Sahara : le Parti populaire espagnol répond aux critiques de l’Istiqlal
En réponse aux critiques exprimées par le Parti de l’Istiqlal, le Parti populaire (PP) espagnol a réaffirmé sa position sur la question du Sahara. Lors d’une conférence de presse tenue ce lundi 14 juillet au siège national du PP, Borja Sémper, porte-parole du parti et secrétaire adjoint à la culture, a défendu « la cohérence de la ligne » suivie par sa formation, tout en réitérant l’indépendance de la politique étrangère espagnole.
Cette prise de parole intervient après l’envoi, la semaine dernière, d’une lettre par l’Istiqlal – parti dirigé par le ministre de l’Équipement et de l’Eau, Nizar Baraka – à la direction du PP. Le parti historique du mouvement national y exprimait sa « préoccupation » face à ce qu’il qualifie de « manque de clarté » sur la question du Sahara, en particulier après la participation remarquée du représentant du Front Polisario en Espagne, Abdullah Arabi, au dernier congrès du PP. Il regrettait également que le PP ne se soit pas inscrit dans la dynamique de soutien explicite au plan d’autonomie marocain pour le Sahara, comme l’ont fait la France et le Royaume-Uni, ou encore le gouvernement de Pedro Sánchez en mars 2022, à travers une lettre adressée au roi Mohammed VI.
Interrogé sur une éventuelle réponse de son président Alberto Núñez Feijóo à la lettre de Nizar Baraka, Borja Sémper a botté en touche, rappelant que « la position du PP et de son leader sur le Sahara est publique et connue, contrairement aux décisions prises par ce gouvernement concernant le Sahara, qui sont cachées ». Il a insisté sur la « constance » de son parti : « Nous avons toujours exprimé la même position, et c'est celle que nous maintenons aujourd’hui ».
La résolution adoptée à l’issue du récent congrès du PP évoque en effet la question du Sahara, mais sans endosser clairement le plan d’autonomie marocain.
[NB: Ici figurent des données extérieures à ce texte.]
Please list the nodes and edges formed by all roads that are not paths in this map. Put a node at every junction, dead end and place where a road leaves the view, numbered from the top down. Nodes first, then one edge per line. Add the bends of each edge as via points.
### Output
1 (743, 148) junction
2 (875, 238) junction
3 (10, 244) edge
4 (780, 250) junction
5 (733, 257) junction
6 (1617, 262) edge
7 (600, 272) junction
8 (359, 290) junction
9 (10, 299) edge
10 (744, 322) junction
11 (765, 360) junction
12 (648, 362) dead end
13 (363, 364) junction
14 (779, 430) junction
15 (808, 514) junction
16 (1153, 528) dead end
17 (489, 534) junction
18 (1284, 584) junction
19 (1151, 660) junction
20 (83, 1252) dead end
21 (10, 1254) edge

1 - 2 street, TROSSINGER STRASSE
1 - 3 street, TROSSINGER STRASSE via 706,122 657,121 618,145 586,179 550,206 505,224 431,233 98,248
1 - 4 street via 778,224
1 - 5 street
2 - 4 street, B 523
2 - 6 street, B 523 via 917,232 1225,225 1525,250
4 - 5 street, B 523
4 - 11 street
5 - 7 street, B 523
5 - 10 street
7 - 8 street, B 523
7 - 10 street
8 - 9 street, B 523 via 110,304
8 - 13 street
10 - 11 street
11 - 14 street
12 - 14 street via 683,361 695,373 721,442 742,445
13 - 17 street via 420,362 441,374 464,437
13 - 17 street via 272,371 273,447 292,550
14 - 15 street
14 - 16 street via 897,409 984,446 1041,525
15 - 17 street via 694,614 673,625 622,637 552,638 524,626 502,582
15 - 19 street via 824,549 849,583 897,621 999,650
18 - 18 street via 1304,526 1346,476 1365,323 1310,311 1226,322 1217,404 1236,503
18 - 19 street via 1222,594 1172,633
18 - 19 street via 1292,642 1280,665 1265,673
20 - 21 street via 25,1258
Le texte se limite à réaffirmer l’attachement au « respect du droit international et des résolutions des Nations unies », une ligne qui s’inscrit dans la tradition diplomatique espagnole antérieure au revirement opéré par le gouvernement socialiste.
Borja Sémper a également tenu à rappeler les principes d’indépendance en matière de relations internationales : « La politique étrangère de notre pays est décidée par notre pays. Elle n’est ni subordonnée ni influencée par d’autres, pour lesquels nous avons le plus grand respect ». Et de conclure : « Nous fixons notre position en fonction des intérêts du peuple espagnol et de nos traditions, particulièrement sur un sujet aussi sensible ».
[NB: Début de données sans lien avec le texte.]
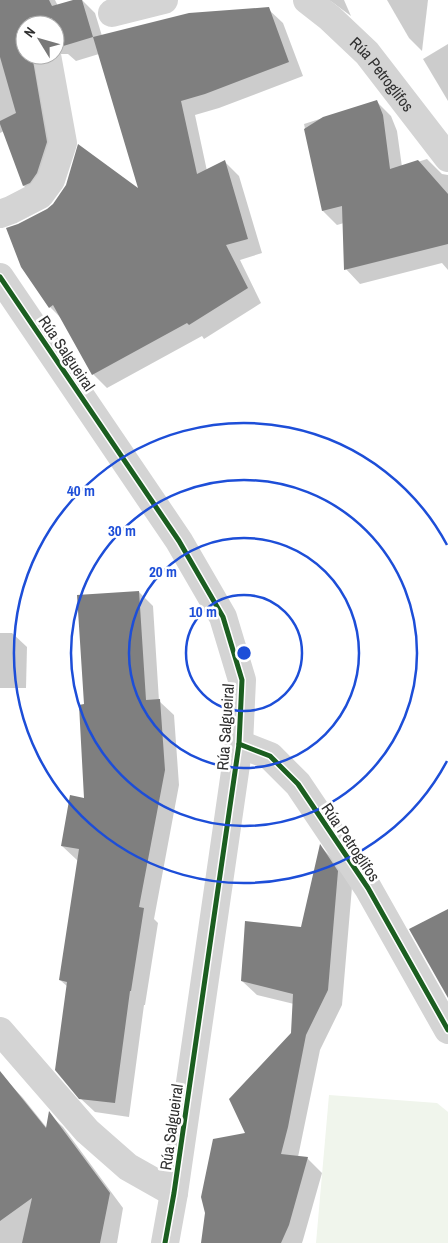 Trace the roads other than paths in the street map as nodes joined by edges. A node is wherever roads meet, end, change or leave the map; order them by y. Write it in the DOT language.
graph roads {
  1 [pos="164,0"];
  2 [pos="307,0"];
  3 [pos="112,13"];
  4 [pos="49,65"];
  5 [pos="448,158"];
  6 [pos="0,214"];
  7 [pos="0,277"];
  8 [pos="239,744"];
  9 [pos="448,1030"];
  10 [pos="0,1032"];
  11 [pos="174,1193"];
  12 [pos="166,1243"];
  1 -- 3 [label="street"];
  2 -- 5 [label="street, Rúa Petroglifos"];
  4 -- 6 [label="street"];
  7 -- 8 [label="street, Rúa Salgueiral"];
  8 -- 9 [label="street, Rúa Petroglifos"];
  8 -- 11 [label="street, Rúa Salgueiral"];
  10 -- 11 [label="street, Rúa Salgueiral"];
  11 -- 12 [label="street, Rúa Salgueiral"];
} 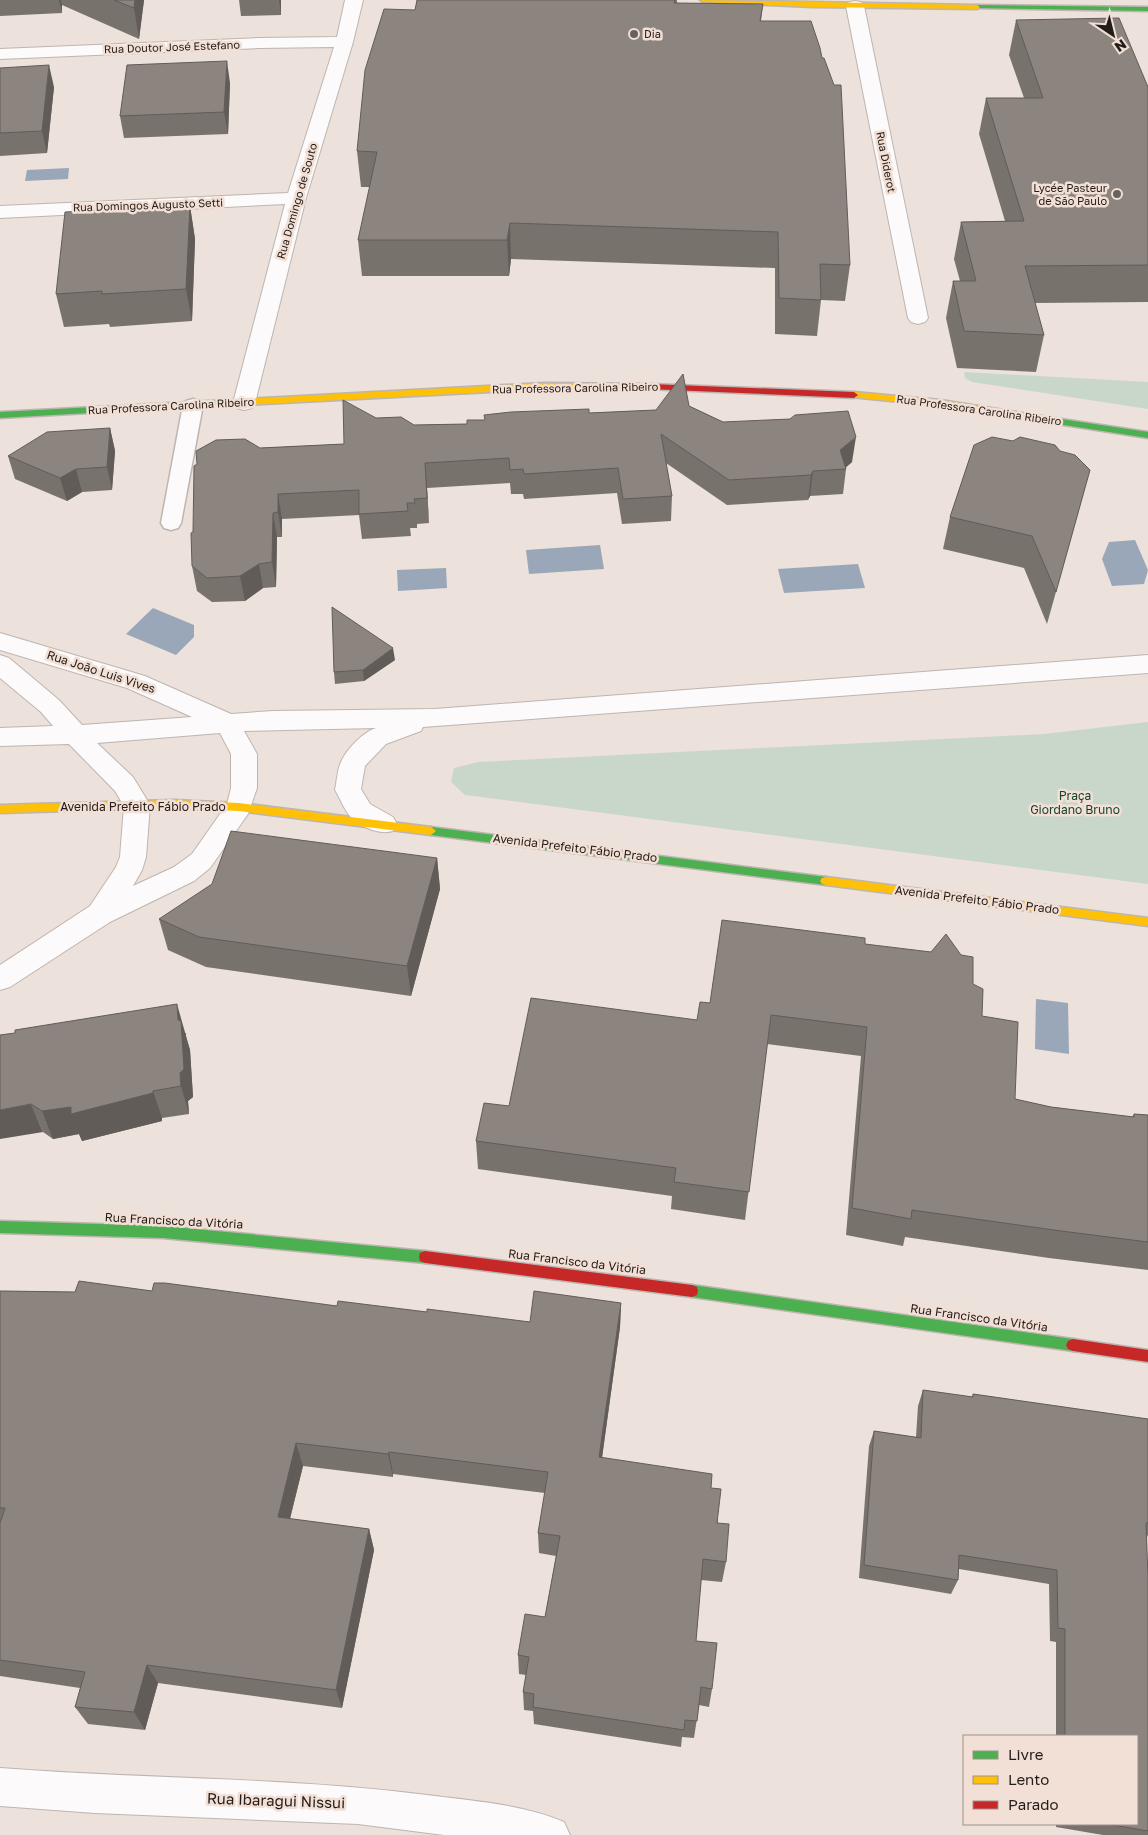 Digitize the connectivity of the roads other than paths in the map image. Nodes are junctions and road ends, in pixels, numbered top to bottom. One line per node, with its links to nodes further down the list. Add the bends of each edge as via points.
1 (354, 0): 5 (street, Rua Domingo de Souto)
2 (703, 0): 3 (street)
3 (855, 6): 4 (street); 9 (street, Rua Diderot)
4 (1148, 9)
5 (344, 42): 6 (street, Rua Doutor José Estefano); 7 (street, Rua Domingo de Souto)
6 (0, 54)
7 (296, 198): 8 (street, Rua Domingos Augusto Setti); 10 (street, Rua Domingo de Souto)
8 (0, 212)
9 (918, 318)
10 (244, 402): 11 (street, Rua Professora Carolina Ribeiro); 13 (street, Rua Professora Carolina Ribeiro, via 545,386 676,386 846,394 940,403)
11 (194, 405): 12 (street, Rua Professora Carolina Ribeiro); 14 (lane)
12 (0, 415)
13 (1148, 435)
14 (172, 523)
15 (0, 641): 19 (street, Rua João Luis Vives, via 136,682)
16 (1148, 664): 18 (street)
17 (4, 677): 20 (street, via 50,706)
18 (435, 718): 19 (street, via 319,718); 25 (street, via 377,737 353,763 348,790 361,811)
19 (227, 723): 20 (street); 23 (street, via 244,754 244,788)
20 (77, 735): 21 (street); 22 (street, via 124,784)
21 (0, 736)
22 (137, 805): 23 (street, Avenida Prefeito Fábio Prado); 24 (street, Avenida Prefeito Fábio Prado); 26 (street, via 129,870)
23 (239, 806): 25 (street, Avenida Prefeito Fábio Prado); 26 (street, via 201,861 184,874)
24 (0, 809)
25 (384, 824): 27 (street, Avenida Prefeito Fábio Prado)
26 (100, 914): 28 (street)
27 (1148, 922)
28 (0, 979)
29 (0, 1227): 30 (street, Rua Francisco da Vitória, via 183,1233 346,1249 632,1283)
30 (1148, 1356)
31 (0, 1787): 32 (street, Rua Ibaragui Nissui, via 358,1805 490,1822)
32 (550, 1835)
Le Parti populaire reste par ailleurs l’un des plus farouches critiques du revirement opéré en 2022 par le Chef du gouvernement Pedro Sánchez, qui avait officiellement qualifié le plan d’autonomie marocain de « base la plus sérieuse, crédible et réaliste » pour parvenir à une solution au conflit. Une position que le PP dénonce comme « unilatérale et opaque », prise, selon lui, « sans débat parlementaire préalable ni concertation avec les principales forces politiques du pays ».
Cette nouvelle passe d’armes met en lumière la persistance des divergences entre Rabat et la principale force d’opposition espagnole, au moment où le Maroc multiplie les démarches diplomatiques pour obtenir un alignement explicite de ses partenaires sur sa vision du règlement du différend saharien.